Mas esta reindustrialização deve enfrentar os desafios advindos da modernização tecnológica: a indústria 4.0, a tecnologia 5G, a internet das coisas, a nanotecnologia e a transição energética. “Temos uma matriz energética limpa e sustentável, mas sem planejamento governamental ela não é explorada adequadamente, e sem estratégia não se vai a lugar nenhum. E o Estado brasileiro perdeu esta capacidade de estratégia”, questionou Lacerda. “Celso Furtado, falecido em 2004, já alertava para a ausência da capacidade de planejamento, da função do Estado coordenar todo este processo.

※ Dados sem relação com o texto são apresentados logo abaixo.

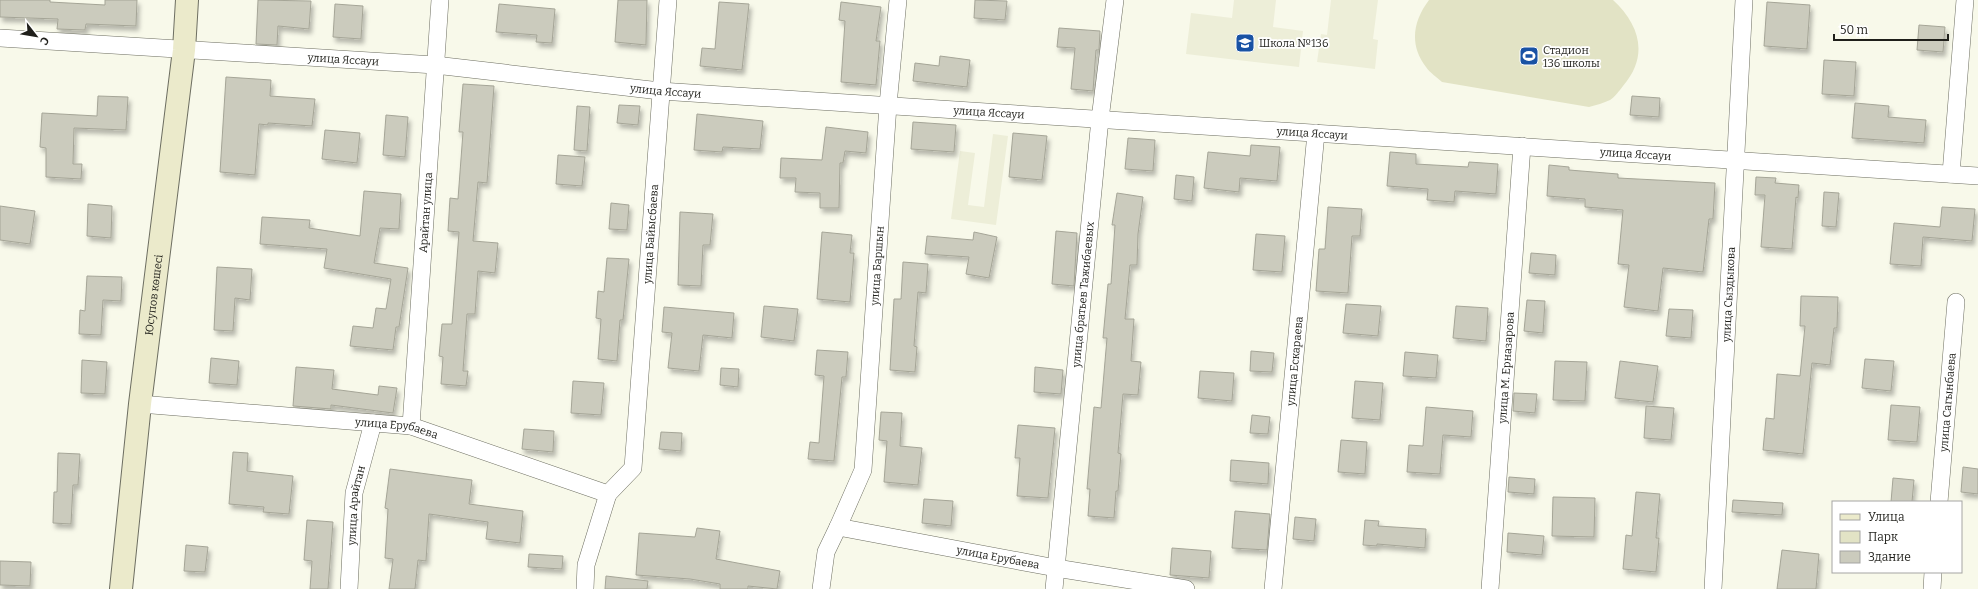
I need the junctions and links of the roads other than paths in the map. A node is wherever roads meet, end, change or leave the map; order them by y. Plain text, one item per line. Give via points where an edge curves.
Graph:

É preciso nos inspirarmos nos grandes economistas para resgatarmos a função clássica do Estado e da iniciativa privada, dos órgãos públicos na função do planejamento e coordenação de políticas que possam nos colocar novamente no caminho do desenvolvimento”.
Preservação do Estado democrático de direito
Em sua fala, Lacerda também apontou para a necessidade de preservar o Estado democrático de direito. “Hoje, 11 de agosto, marcou a divulgação da carta aos brasileiros em defesa do Estado democrático de direito, que ocorreu originalmente na Faculdade de Direito da USP, mas que repercutiu em várias universidades Brasil afora. Na própria PUC/SP participamos de um ato de leitura desta carta”, contou o presidente do Cofecon. “A economia só funciona com a preservação da liberdade democrática, para criar um ambiente favorável à condução de uma política econômica mais voltada ao setor produtivo, ao trabalhador, ao cidadão e menos ao rentismo”.
Juros, cidadania e eleições
Os juros da dívida pública deverão consumir, em 2022, cerca de 700 bilhões de reais. Lacerda comparou este número ao custo do programa Bolsa-Família, que atendia 50 milhões de pessoas e foi descontinuado pelo atual governo. “São 20 anos de Bolsa-Família. Esta é uma das debilidades que precisam ser enfrentadas mediante a retomada do uso da política econômica em prol do desenvolvimento e não do enriquecimento dos que já são ricos”, expôs. “A precarização dos serviços públicos tem colocado esta mesma população numa precariedade jamais vista”.
Após abordar a situação dos moradores de rua, outro problema apontado pelo presidente do Cofecon foi a fome. “Hoje 33 milhões de brasileiros passam fome e quase metade da população sente a situação de insegurança alimentar. É uma situação que nos deve indignar a todos, e particularmente nós economistas”, argumentou Lacerda. “Nós economistas temos as soluções técnicas, mas as decisões ocorrem no âmbito político. Daí a importância das eleições gerais que ocorrem daqui a dois meses. Precisamos reverter esta situação. As eleições são uma oportunidade para que escolhamos pessoas comprometidas, tanto no Executivo quanto no Legislativo. Só a partir do enfrentamento dos nossos problemas – algo possível, porque o Brasil é um país de enorme potencial – é que poderemos atingir o desenvolvimento”, finalizou.